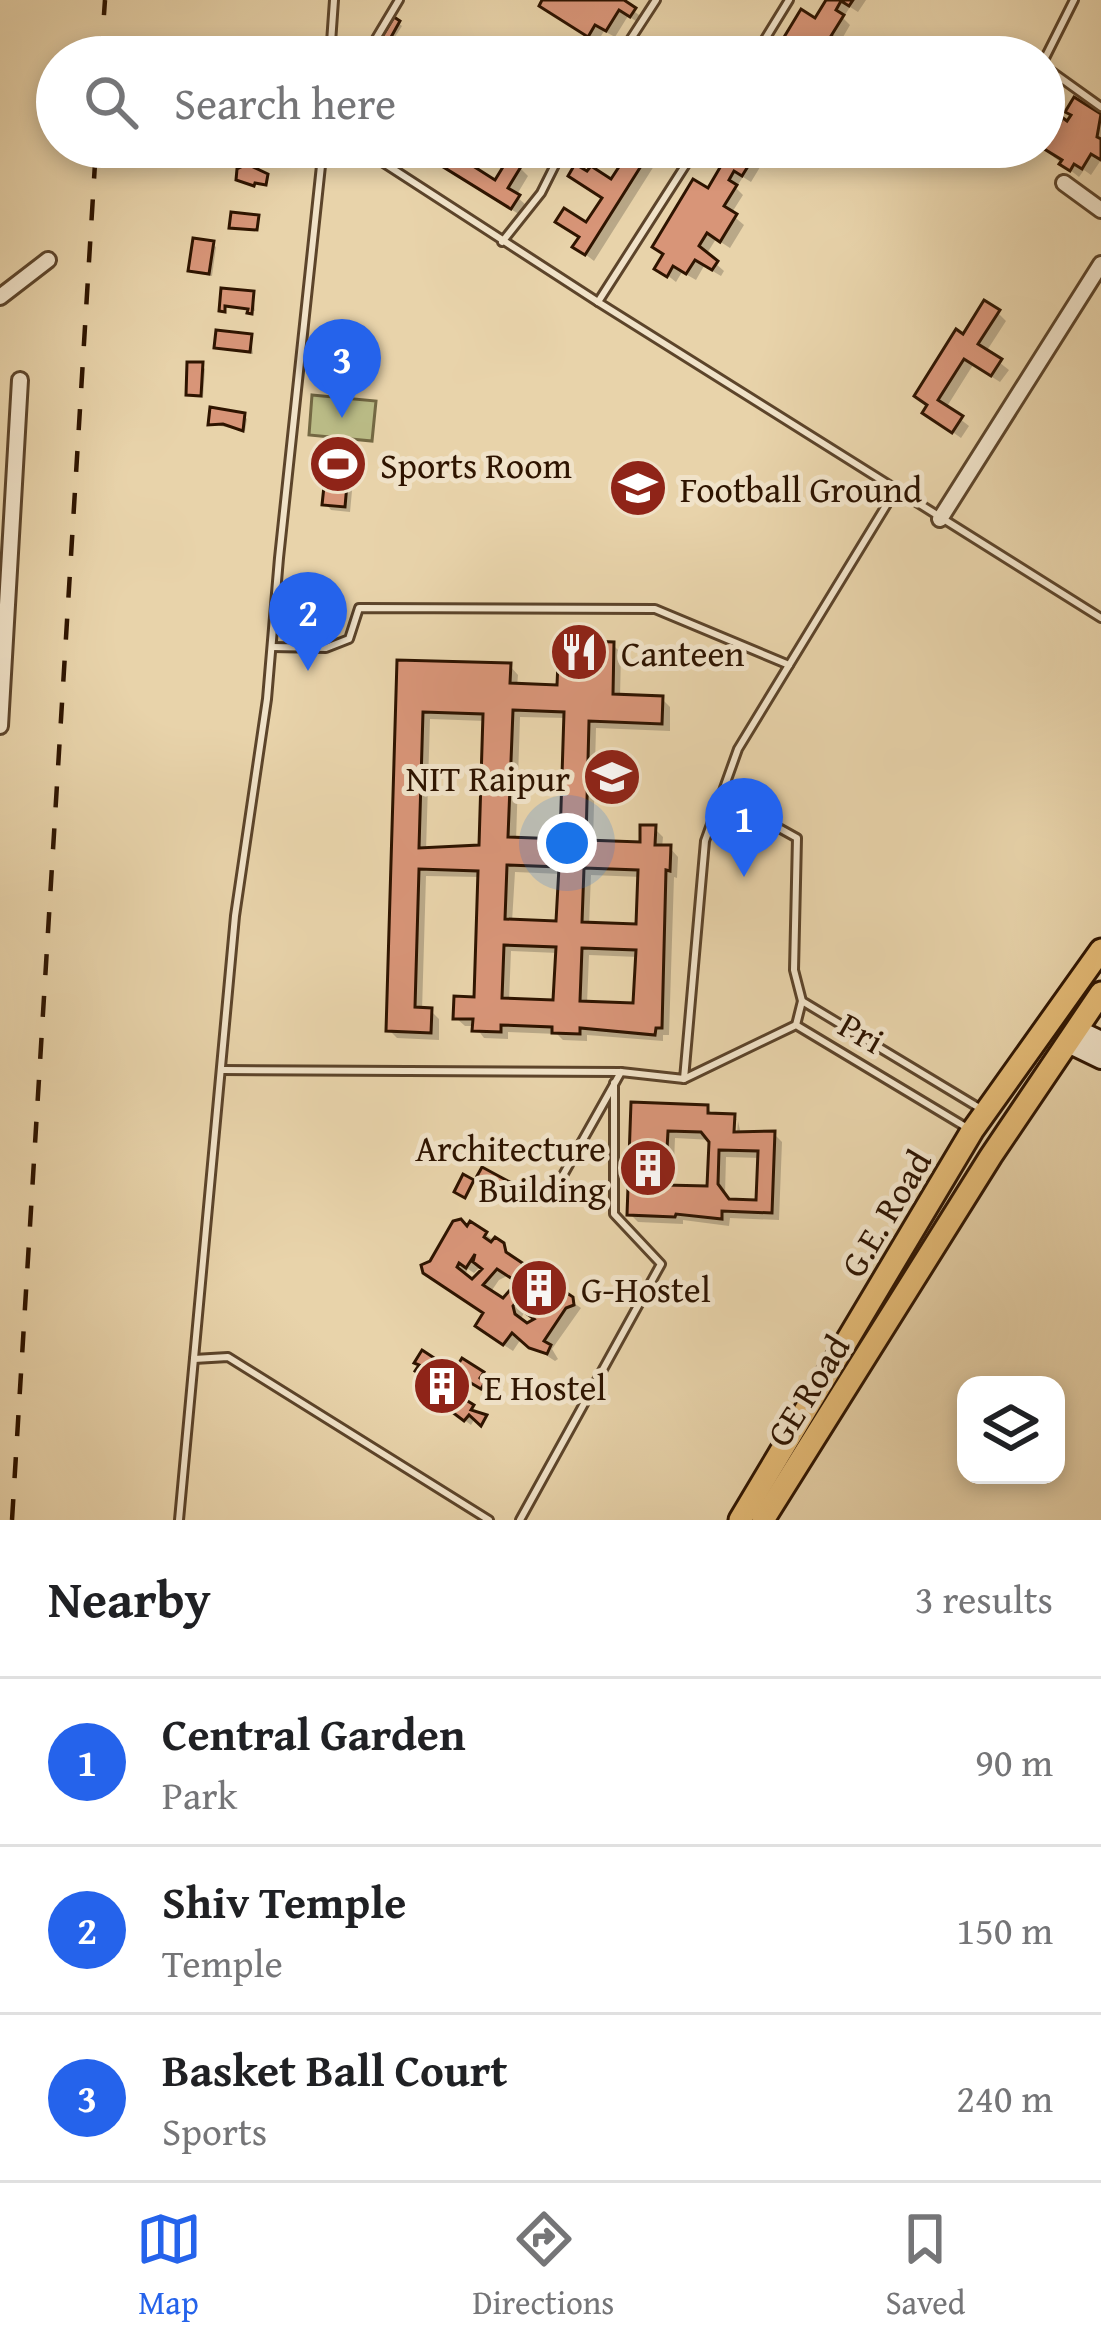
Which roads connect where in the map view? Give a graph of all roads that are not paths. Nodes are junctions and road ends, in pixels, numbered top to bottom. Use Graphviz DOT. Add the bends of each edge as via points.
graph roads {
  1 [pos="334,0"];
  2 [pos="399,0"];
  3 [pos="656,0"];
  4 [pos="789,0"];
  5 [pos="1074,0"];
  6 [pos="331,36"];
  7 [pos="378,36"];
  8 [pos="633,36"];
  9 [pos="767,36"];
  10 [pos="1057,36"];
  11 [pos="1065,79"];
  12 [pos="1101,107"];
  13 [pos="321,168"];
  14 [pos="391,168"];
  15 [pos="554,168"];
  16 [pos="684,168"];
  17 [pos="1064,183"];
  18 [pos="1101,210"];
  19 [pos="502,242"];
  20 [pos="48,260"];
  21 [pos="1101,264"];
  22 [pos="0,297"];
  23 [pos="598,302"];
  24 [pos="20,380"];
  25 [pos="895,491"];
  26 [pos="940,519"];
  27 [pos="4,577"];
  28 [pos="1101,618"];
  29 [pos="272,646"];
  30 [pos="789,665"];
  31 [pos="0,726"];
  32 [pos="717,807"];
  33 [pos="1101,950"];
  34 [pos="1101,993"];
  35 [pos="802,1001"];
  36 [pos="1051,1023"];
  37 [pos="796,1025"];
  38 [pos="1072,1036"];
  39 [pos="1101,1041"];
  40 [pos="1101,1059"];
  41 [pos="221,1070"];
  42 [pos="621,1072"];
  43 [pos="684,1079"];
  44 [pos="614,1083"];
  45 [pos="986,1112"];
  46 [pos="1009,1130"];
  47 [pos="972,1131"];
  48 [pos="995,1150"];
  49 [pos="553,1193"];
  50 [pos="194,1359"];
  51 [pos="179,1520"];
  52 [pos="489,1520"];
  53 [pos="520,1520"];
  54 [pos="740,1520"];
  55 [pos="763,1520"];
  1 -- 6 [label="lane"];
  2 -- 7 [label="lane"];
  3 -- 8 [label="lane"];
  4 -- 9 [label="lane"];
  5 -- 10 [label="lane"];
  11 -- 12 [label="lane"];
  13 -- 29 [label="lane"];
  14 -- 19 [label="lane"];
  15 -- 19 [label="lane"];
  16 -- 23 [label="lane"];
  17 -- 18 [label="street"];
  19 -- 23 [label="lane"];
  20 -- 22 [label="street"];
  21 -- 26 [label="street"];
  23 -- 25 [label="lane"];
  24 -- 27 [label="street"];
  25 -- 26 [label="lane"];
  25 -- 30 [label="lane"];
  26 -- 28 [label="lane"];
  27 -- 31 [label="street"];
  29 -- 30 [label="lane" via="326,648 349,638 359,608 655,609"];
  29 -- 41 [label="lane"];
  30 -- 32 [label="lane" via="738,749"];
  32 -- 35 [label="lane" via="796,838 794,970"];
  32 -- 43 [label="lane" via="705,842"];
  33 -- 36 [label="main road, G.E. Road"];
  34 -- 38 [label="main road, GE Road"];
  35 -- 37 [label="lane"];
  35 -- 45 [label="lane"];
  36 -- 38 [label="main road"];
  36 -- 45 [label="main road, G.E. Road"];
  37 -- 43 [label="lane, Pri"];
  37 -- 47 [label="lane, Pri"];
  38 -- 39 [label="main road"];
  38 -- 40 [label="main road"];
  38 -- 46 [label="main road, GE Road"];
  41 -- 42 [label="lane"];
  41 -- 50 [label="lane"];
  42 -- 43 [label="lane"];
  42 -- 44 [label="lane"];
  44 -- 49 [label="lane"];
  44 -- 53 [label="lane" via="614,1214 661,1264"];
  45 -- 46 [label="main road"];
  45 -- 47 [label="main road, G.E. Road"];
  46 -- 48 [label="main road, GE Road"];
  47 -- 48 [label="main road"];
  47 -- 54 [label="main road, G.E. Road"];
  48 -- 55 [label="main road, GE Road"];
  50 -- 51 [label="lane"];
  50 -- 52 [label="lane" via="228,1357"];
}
++++++++++
WORK ORDER → Transcribe the whole of the data exactly, minus any pictures.

ANSWER FOR THIS EXERCISE →
Which roads connect where in the map view? Give a graph of all roads that are not paths. Nodes are junctions and road ends, in pixels, numbered top to bottom. Use Graphviz DOT. Add the bends of each edge as via points.
graph roads {
  1 [pos="334,0"];
  2 [pos="399,0"];
  3 [pos="656,0"];
  4 [pos="789,0"];
  5 [pos="1074,0"];
  6 [pos="331,36"];
  7 [pos="378,36"];
  8 [pos="633,36"];
  9 [pos="767,36"];
  10 [pos="1057,36"];
  11 [pos="1065,79"];
  12 [pos="1101,107"];
  13 [pos="321,168"];
  14 [pos="391,168"];
  15 [pos="554,168"];
  16 [pos="684,168"];
  17 [pos="1064,183"];
  18 [pos="1101,210"];
  19 [pos="502,242"];
  20 [pos="48,260"];
  21 [pos="1101,264"];
  22 [pos="0,297"];
  23 [pos="598,302"];
  24 [pos="20,380"];
  25 [pos="895,491"];
  26 [pos="940,519"];
  27 [pos="4,577"];
  28 [pos="1101,618"];
  29 [pos="272,646"];
  30 [pos="789,665"];
  31 [pos="0,726"];
  32 [pos="717,807"];
  33 [pos="1101,950"];
  34 [pos="1101,993"];
  35 [pos="802,1001"];
  36 [pos="1051,1023"];
  37 [pos="796,1025"];
  38 [pos="1072,1036"];
  39 [pos="1101,1041"];
  40 [pos="1101,1059"];
  41 [pos="221,1070"];
  42 [pos="621,1072"];
  43 [pos="684,1079"];
  44 [pos="614,1083"];
  45 [pos="986,1112"];
  46 [pos="1009,1130"];
  47 [pos="972,1131"];
  48 [pos="995,1150"];
  49 [pos="553,1193"];
  50 [pos="194,1359"];
  51 [pos="179,1520"];
  52 [pos="489,1520"];
  53 [pos="520,1520"];
  54 [pos="740,1520"];
  55 [pos="763,1520"];
  1 -- 6 [label="lane"];
  2 -- 7 [label="lane"];
  3 -- 8 [label="lane"];
  4 -- 9 [label="lane"];
  5 -- 10 [label="lane"];
  11 -- 12 [label="lane"];
  13 -- 29 [label="lane"];
  14 -- 19 [label="lane"];
  15 -- 19 [label="lane"];
  16 -- 23 [label="lane"];
  17 -- 18 [label="street"];
  19 -- 23 [label="lane"];
  20 -- 22 [label="street"];
  21 -- 26 [label="street"];
  23 -- 25 [label="lane"];
  24 -- 27 [label="street"];
  25 -- 26 [label="lane"];
  25 -- 30 [label="lane"];
  26 -- 28 [label="lane"];
  27 -- 31 [label="street"];
  29 -- 30 [label="lane" via="326,648 349,638 359,608 655,609"];
  29 -- 41 [label="lane"];
  30 -- 32 [label="lane" via="738,749"];
  32 -- 35 [label="lane" via="796,838 794,970"];
  32 -- 43 [label="lane" via="705,842"];
  33 -- 36 [label="main road, G.E. Road"];
  34 -- 38 [label="main road, GE Road"];
  35 -- 37 [label="lane"];
  35 -- 45 [label="lane"];
  36 -- 38 [label="main road"];
  36 -- 45 [label="main road, G.E. Road"];
  37 -- 43 [label="lane, Pri"];
  37 -- 47 [label="lane, Pri"];
  38 -- 39 [label="main road"];
  38 -- 40 [label="main road"];
  38 -- 46 [label="main road, GE Road"];
  41 -- 42 [label="lane"];
  41 -- 50 [label="lane"];
  42 -- 43 [label="lane"];
  42 -- 44 [label="lane"];
  44 -- 49 [label="lane"];
  44 -- 53 [label="lane" via="614,1214 661,1264"];
  45 -- 46 [label="main road"];
  45 -- 47 [label="main road, G.E. Road"];
  46 -- 48 [label="main road, GE Road"];
  47 -- 48 [label="main road"];
  47 -- 54 [label="main road, G.E. Road"];
  48 -- 55 [label="main road, GE Road"];
  50 -- 51 [label="lane"];
  50 -- 52 [label="lane" via="228,1357"];
}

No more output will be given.